L’ancien rédacteur du journal de qualité de Munich explique :

 

Les évangélistes ont désamorcé le trouble causé par cette situation en expliquant que le royaume promis n’était « pas de ce monde », c’est-à-dire qu’il était d’une qualité, d’une logique et d’un ordre différents de ceux des seigneurs de la guerre ; qu’il était « au milieu de vous » et qu’il sortait de tous les peuples. La bonne nouvelle a ainsi été dénationalisée ; et l’espoir qui vit dans les nombreux récits de miracles a été internationalisé. Ils parlent de la résurrection des victimes de la guerre ; les malades sont guéris ; les paralysés se remettent à marcher ; les possédés sont délivrés.

 

On peut lire tout cela dans le contexte de l’occupation d’Israël par l’Empire romain et des mouvements de révolte contre celui-ci.
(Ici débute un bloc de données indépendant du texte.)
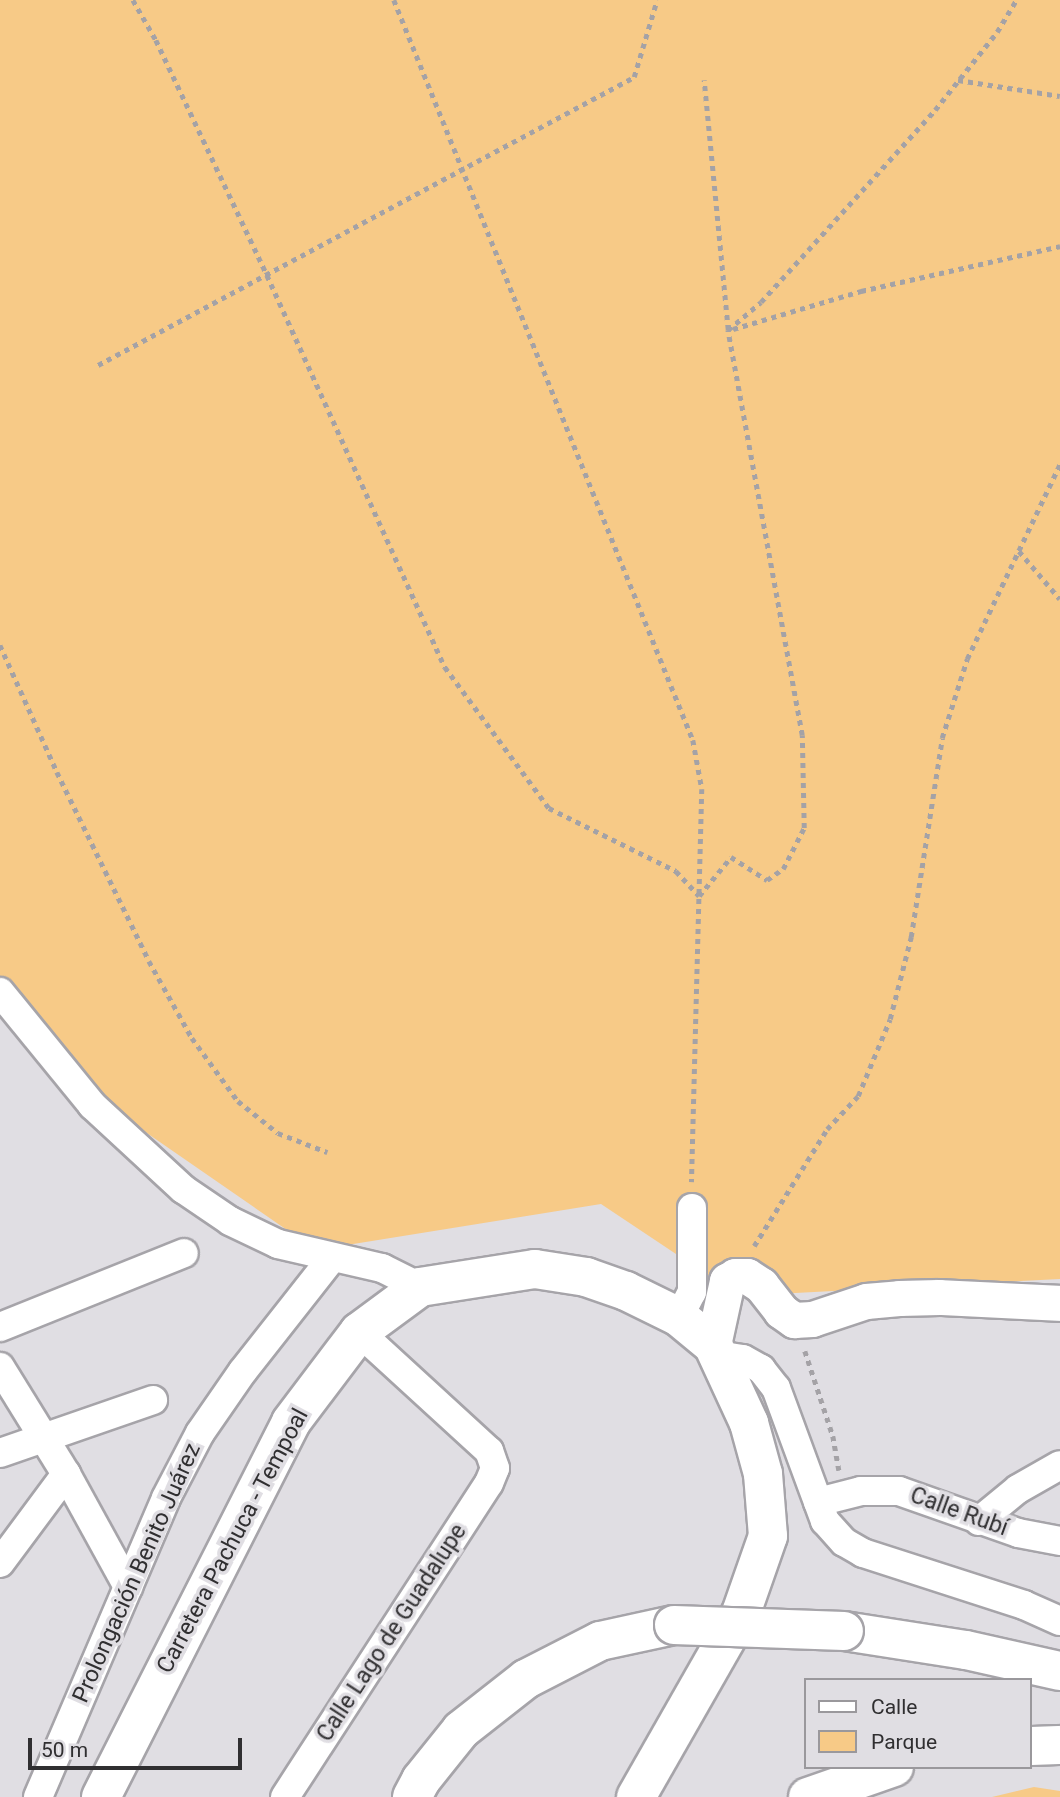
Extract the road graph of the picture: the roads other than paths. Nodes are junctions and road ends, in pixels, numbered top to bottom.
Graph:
1 (0, 992) edge
2 (692, 1208) road end
3 (184, 1253) dead end
4 (331, 1259) junction
5 (420, 1287) junction
6 (1060, 1303) edge
7 (679, 1317) junction
8 (0, 1326) edge
9 (359, 1332) junction
10 (715, 1350) junction
11 (0, 1367) edge
12 (153, 1400) dead end
13 (45, 1439) junction
14 (0, 1453) edge
15 (1060, 1465) edge
16 (66, 1474) junction
17 (829, 1499) junction
18 (979, 1521) junction
19 (1060, 1541) edge
20 (0, 1563) edge
21 (128, 1587) junction
22 (1060, 1621) edge
23 (1060, 1671) edge
24 (1060, 1745) edge
25 (1032, 1746) edge
26 (888, 1769) edge
27 (38, 1797) edge
28 (101, 1797) edge
29 (285, 1797) edge
30 (412, 1797) edge
31 (636, 1797) edge
32 (808, 1797) edge

1 - 4 street
2 - 7 street
3 - 8 street
4 - 5 street
4 - 21 street, Prolongación Benito Juárez
5 - 7 main road, Carretera Pachuca - Tempoal
5 - 9 main road, Carretera Pachuca - Tempoal
6 - 10 street
7 - 10 main road, Carretera Pachuca - Tempoal
9 - 28 main road, Carretera Pachuca - Tempoal
9 - 29 street, Calle Lago de Guadalupe
10 - 17 street
10 - 31 main road, Carretera Pachuca - Tempoal
11 - 13 street
12 - 13 street
13 - 14 street
13 - 16 street
15 - 18 street
16 - 20 street
16 - 21 street
17 - 18 street, Calle Rubí
17 - 22 street
18 - 19 street, Calle Rubí
21 - 27 street, Prolongación Benito Juárez
23 - 30 main road, bridge
24 - 25 main road
26 - 32 main road

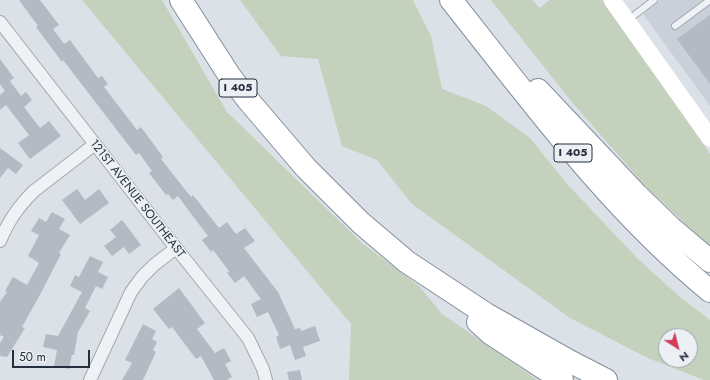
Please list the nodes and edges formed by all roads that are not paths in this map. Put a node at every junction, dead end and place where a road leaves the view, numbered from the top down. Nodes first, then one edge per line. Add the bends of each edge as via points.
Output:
1 (181, 0) edge
2 (452, 0) edge
3 (612, 0) edge
4 (654, 0) edge
5 (710, 0) edge
6 (627, 21) junction
7 (0, 22) edge
8 (675, 26) dead end
9 (709, 135) edge
10 (95, 144) junction
11 (0, 241) edge
12 (176, 248) junction
13 (710, 261) edge
14 (427, 276) junction
15 (710, 291) edge
16 (90, 380) edge
17 (266, 380) edge
18 (562, 380) edge
19 (606, 380) edge

1 - 14 highway, I 405 via 228,75 306,168 361,223
2 - 13 highway via 637,195
2 - 15 highway, I 405 via 574,155 635,222 682,268
3 - 6 street
4 - 6 lane
5 - 8 lane
6 - 9 street
7 - 10 street, 121ST AVENUE SOUTHEAST
10 - 11 street via 26,199 11,218
10 - 12 street, 121ST AVENUE SOUTHEAST
12 - 16 street via 154,265 131,292
12 - 17 street, 121ST AVENUE SOUTHEAST via 248,338
14 - 18 highway via 490,333
14 - 19 highway, I 405 via 486,314

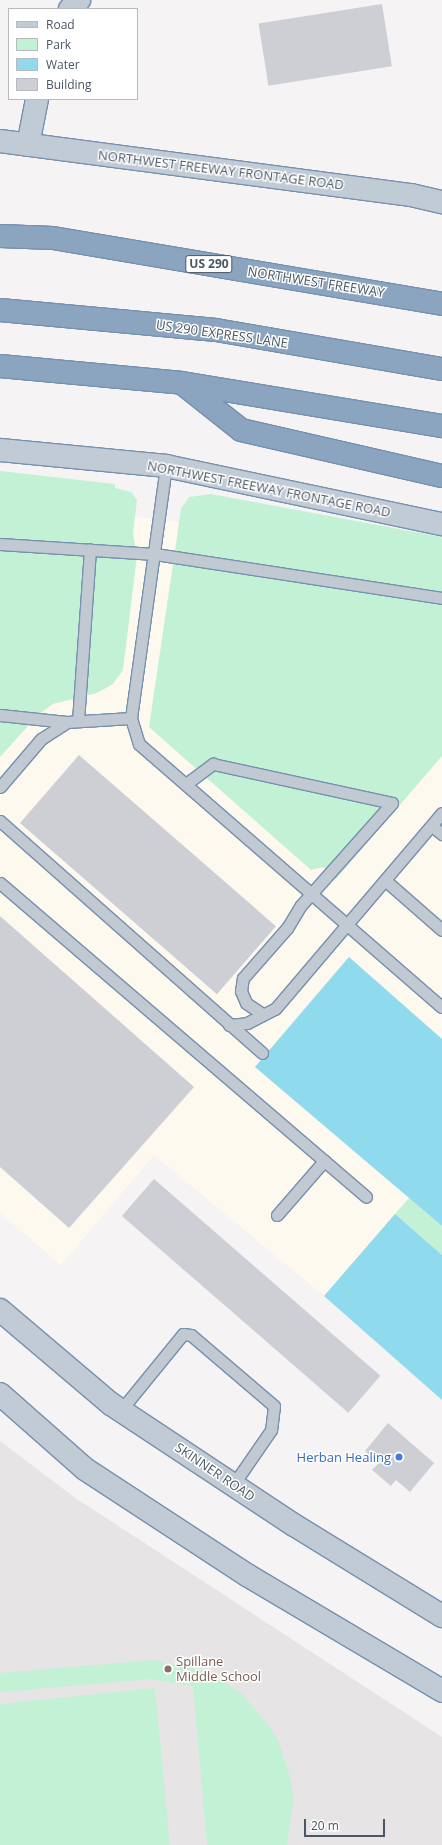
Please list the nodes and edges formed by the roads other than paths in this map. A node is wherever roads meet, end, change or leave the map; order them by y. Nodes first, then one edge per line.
1 (78, 0) edge
2 (71, 8) edge
3 (37, 100) edge
4 (0, 142) edge
5 (28, 145) junction
6 (442, 202) edge
7 (0, 236) edge
8 (442, 290) edge
9 (417, 299) junction
10 (442, 304) edge
11 (0, 310) edge
12 (0, 366) edge
13 (442, 369) edge
14 (182, 383) junction
15 (442, 426) edge
16 (0, 450) edge
17 (166, 466) junction
18 (442, 476) edge
19 (442, 524) edge
20 (0, 544) edge
21 (90, 548) junction
22 (155, 554) junction
23 (442, 598) edge
24 (0, 715) edge
25 (131, 718) junction
26 (72, 721) junction
27 (186, 784) junction
28 (0, 787) edge
29 (442, 813) edge
30 (0, 821) edge
31 (432, 826) junction
32 (442, 834) edge
33 (386, 881) junction
34 (0, 883) edge
35 (312, 894) junction
36 (348, 925) junction
37 (442, 930) edge
38 (442, 1007) edge
39 (261, 1013) junction
40 (229, 1025) junction
41 (262, 1053) dead end
42 (324, 1161) junction
43 (366, 1197) dead end
44 (277, 1215) dead end
45 (0, 1310) edge
46 (0, 1394) edge
47 (121, 1410) junction
48 (233, 1485) junction
49 (442, 1616) edge
50 (442, 1691) edge

1 - 2 street
3 - 5 street
4 - 5 street, NORTHWEST FREEWAY FRONTAGE ROAD
5 - 6 street, NORTHWEST FREEWAY FRONTAGE ROAD
7 - 9 highway, NORTHWEST FREEWAY / US 290
8 - 9 highway
9 - 10 highway, NORTHWEST FREEWAY / US 290
11 - 13 highway, US 290 EXPRESS LANE
12 - 14 highway
14 - 15 highway
14 - 18 highway
16 - 17 street, NORTHWEST FREEWAY FRONTAGE ROAD
17 - 19 street, NORTHWEST FREEWAY FRONTAGE ROAD
17 - 22 lane
20 - 21 lane
21 - 22 lane
21 - 26 lane
22 - 23 lane
22 - 25 lane
24 - 26 lane
25 - 26 lane
25 - 27 lane
26 - 28 lane
27 - 35 lane
27 - 35 lane
29 - 31 lane
30 - 40 lane
31 - 32 lane
31 - 33 lane
33 - 36 lane
33 - 37 lane
34 - 42 lane
35 - 36 lane
35 - 39 lane
36 - 38 lane
36 - 39 lane
39 - 40 lane
40 - 41 lane
42 - 43 lane
42 - 44 lane
45 - 47 street, SKINNER ROAD
46 - 50 street
47 - 48 street, SKINNER ROAD
47 - 48 lane
48 - 49 street, SKINNER ROAD

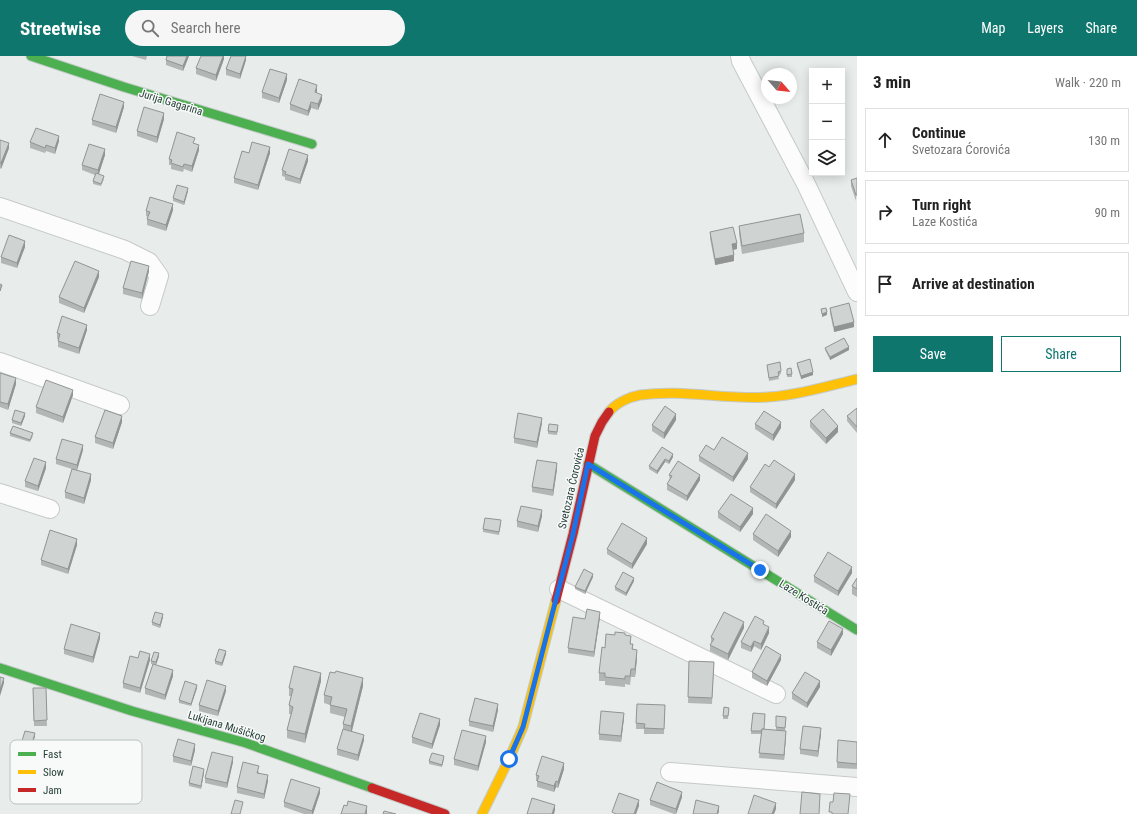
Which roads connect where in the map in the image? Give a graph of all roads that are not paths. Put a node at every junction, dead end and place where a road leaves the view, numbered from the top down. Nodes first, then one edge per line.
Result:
1 (31, 56) edge
2 (740, 56) edge
3 (312, 144) dead end
4 (0, 207) edge
5 (857, 292) edge
6 (150, 306) dead end
7 (0, 362) edge
8 (857, 379) edge
9 (120, 405) dead end
10 (588, 464) junction
11 (0, 493) edge
12 (50, 509) dead end
13 (559, 589) junction
14 (857, 630) edge
15 (0, 668) edge
16 (776, 694) dead end
17 (670, 772) dead end
18 (857, 787) edge
19 (445, 814) edge
20 (482, 814) edge

1 - 3 street, Jurija Gagarina
2 - 5 street
4 - 6 street
7 - 9 street
8 - 10 street, Svetozara Ćorovića
10 - 13 street, Svetozara Ćorovića
10 - 14 street, Laze Kostića
11 - 12 street
13 - 16 street
13 - 20 street, Svetozara Ćorovića
15 - 19 street, Lukijana Mušičkog
17 - 18 street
Beaucoup de récits de miracles sont des récits de guérison, c’est-à-dire des récits qui permettent de sortir de la zone de la mort. La plus miraculeuse et la plus réconfortante de ces histoires bibliques est celle de la résurrection de Jésus crucifié et enterré. Elle devient l’histoire générale de la résurrection après une catastrophe ; elle doit signifier que ceux qui tuent et assassinent ne triomphent pas et que leurs victimes trouvent la justice.